Exercise data
========

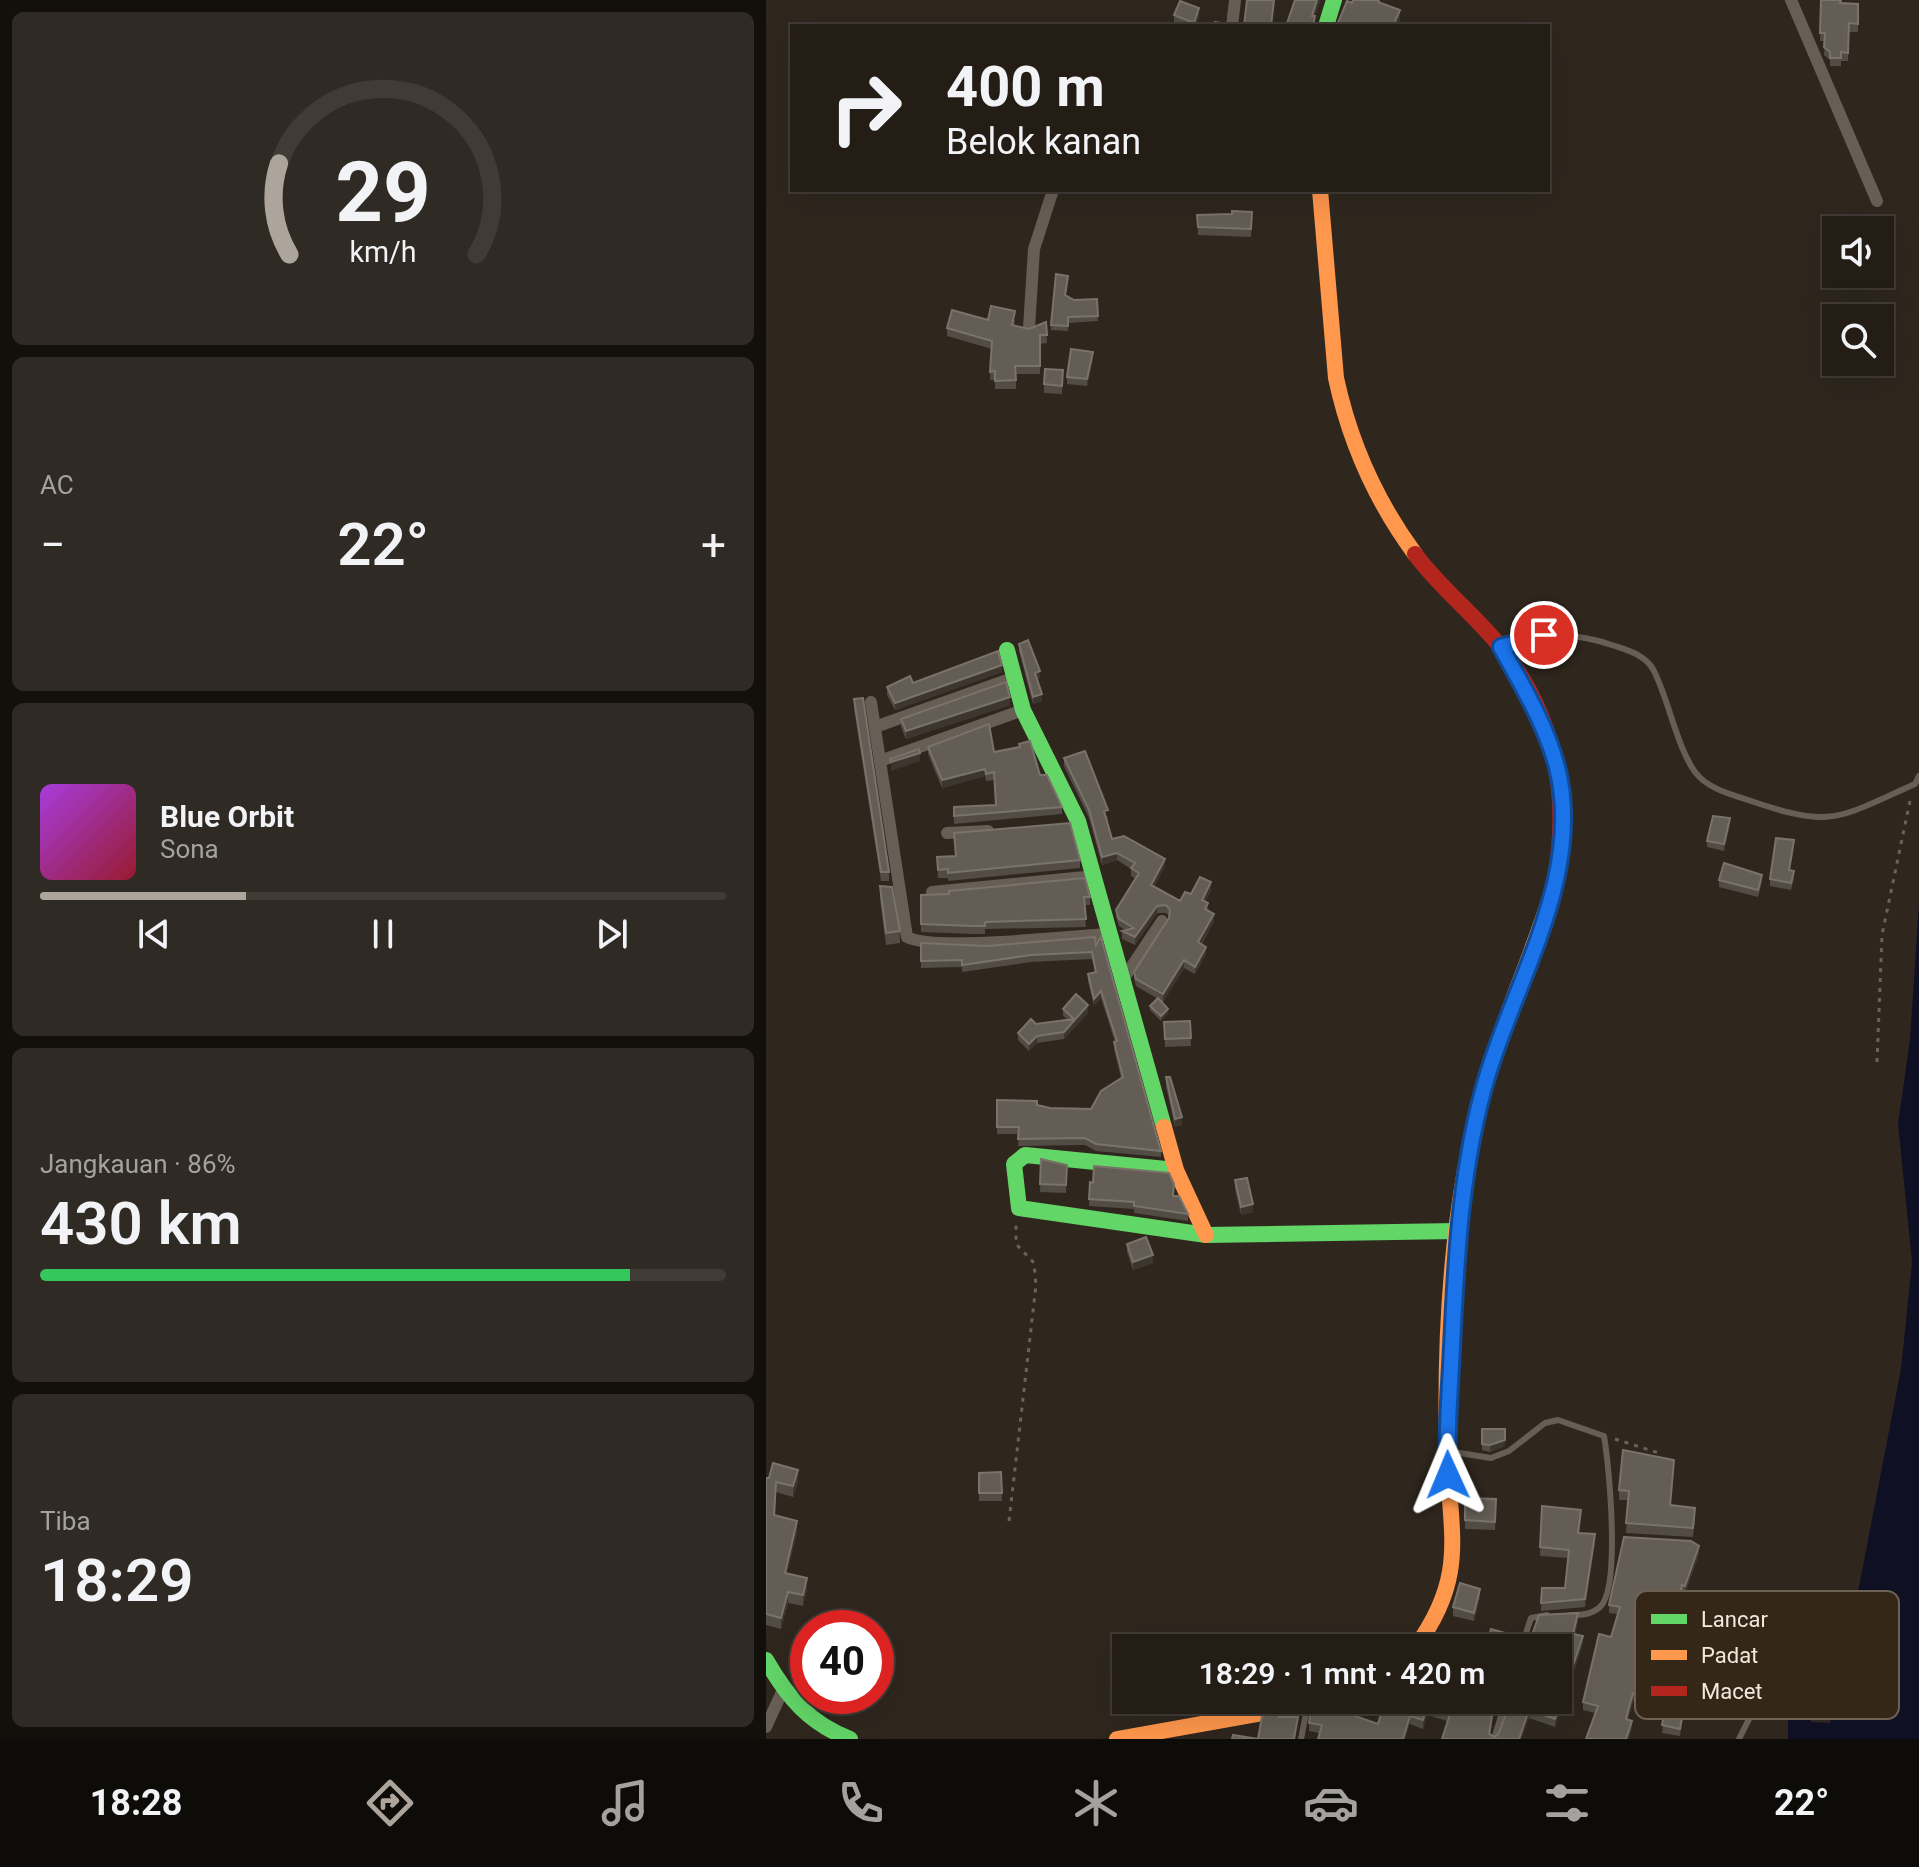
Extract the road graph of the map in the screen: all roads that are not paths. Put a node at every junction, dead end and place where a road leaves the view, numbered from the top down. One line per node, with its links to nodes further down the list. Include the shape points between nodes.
1 (1235, 0): 4 (street)
2 (1334, 0): 5 (street)
3 (1791, 0): 8 (street)
4 (1232, 24)
5 (1327, 24)
6 (1052, 192): 9 (street, via 1034,249)
7 (1320, 192): 10 (street, via 1336,378 1368,481 1432,576)
8 (1877, 201)
9 (1029, 328)
10 (1501, 647): 17 (lane, via 1570,633 1643,657 1660,683 1694,771 1706,783 1800,817 1846,815 1915,784); 26 (street, via 1552,750 1560,786 1561,833 1550,903 1487,1078)
11 (1007, 650): 12 (street)
12 (1013, 678): 14 (street); 15 (street)
13 (871, 702): 15 (street)
14 (1023, 710): 16 (street); 20 (street)
15 (875, 727): 16 (street)
16 (880, 761): 23 (street, via 907,937 949,943)
17 (1919, 776)
18 (1005, 830): 19 (street)
19 (947, 833)
20 (1095, 876): 21 (street); 23 (street)
21 (932, 892)
22 (1162, 921): 24 (street)
23 (1109, 934): 24 (street)
24 (1122, 981): 25 (street)
25 (1176, 1170): 27 (street); 27 (street, via 1020,1155 1014,1164 1019,1208)
26 (1457, 1231): 27 (street); 28 (street)
27 (1206, 1235)
28 (1447, 1451): 29 (lane, via 1491,1458 1558,1420 1604,1436); 31 (street, via 1452,1567)
29 (1611, 1538): 30 (lane); 32 (lane, via 1608,1590 1601,1606 1582,1615 1531,1618)
30 (1624, 1539)
31 (1426, 1634)
32 (1526, 1634)
33 (766, 1660): 34 (street)
34 (782, 1692): 39 (street); 40 (street, via 803,1715)
35 (1253, 1714): 41 (street)
36 (1305, 1714): 42 (lane)
37 (1502, 1714): 43 (lane)
38 (1749, 1719): 44 (lane)
39 (766, 1727)
40 (850, 1739)
41 (1117, 1739)
42 (1301, 1739)
43 (1494, 1739)
44 (1739, 1739)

========

What you have to do
Among the lines above, find the ones containing "lane" and copy them.

Your response
10 (1501, 647): 17 (lane, via 1570,633 1643,657 1660,683 1694,771 1706,783 1800,817 1846,815 1915,784); 26 (street, via 1552,750 1560,786 1561,833 1550,903 1487,1078)
28 (1447, 1451): 29 (lane, via 1491,1458 1558,1420 1604,1436); 31 (street, via 1452,1567)
29 (1611, 1538): 30 (lane); 32 (lane, via 1608,1590 1601,1606 1582,1615 1531,1618)
36 (1305, 1714): 42 (lane)
37 (1502, 1714): 43 (lane)
38 (1749, 1719): 44 (lane)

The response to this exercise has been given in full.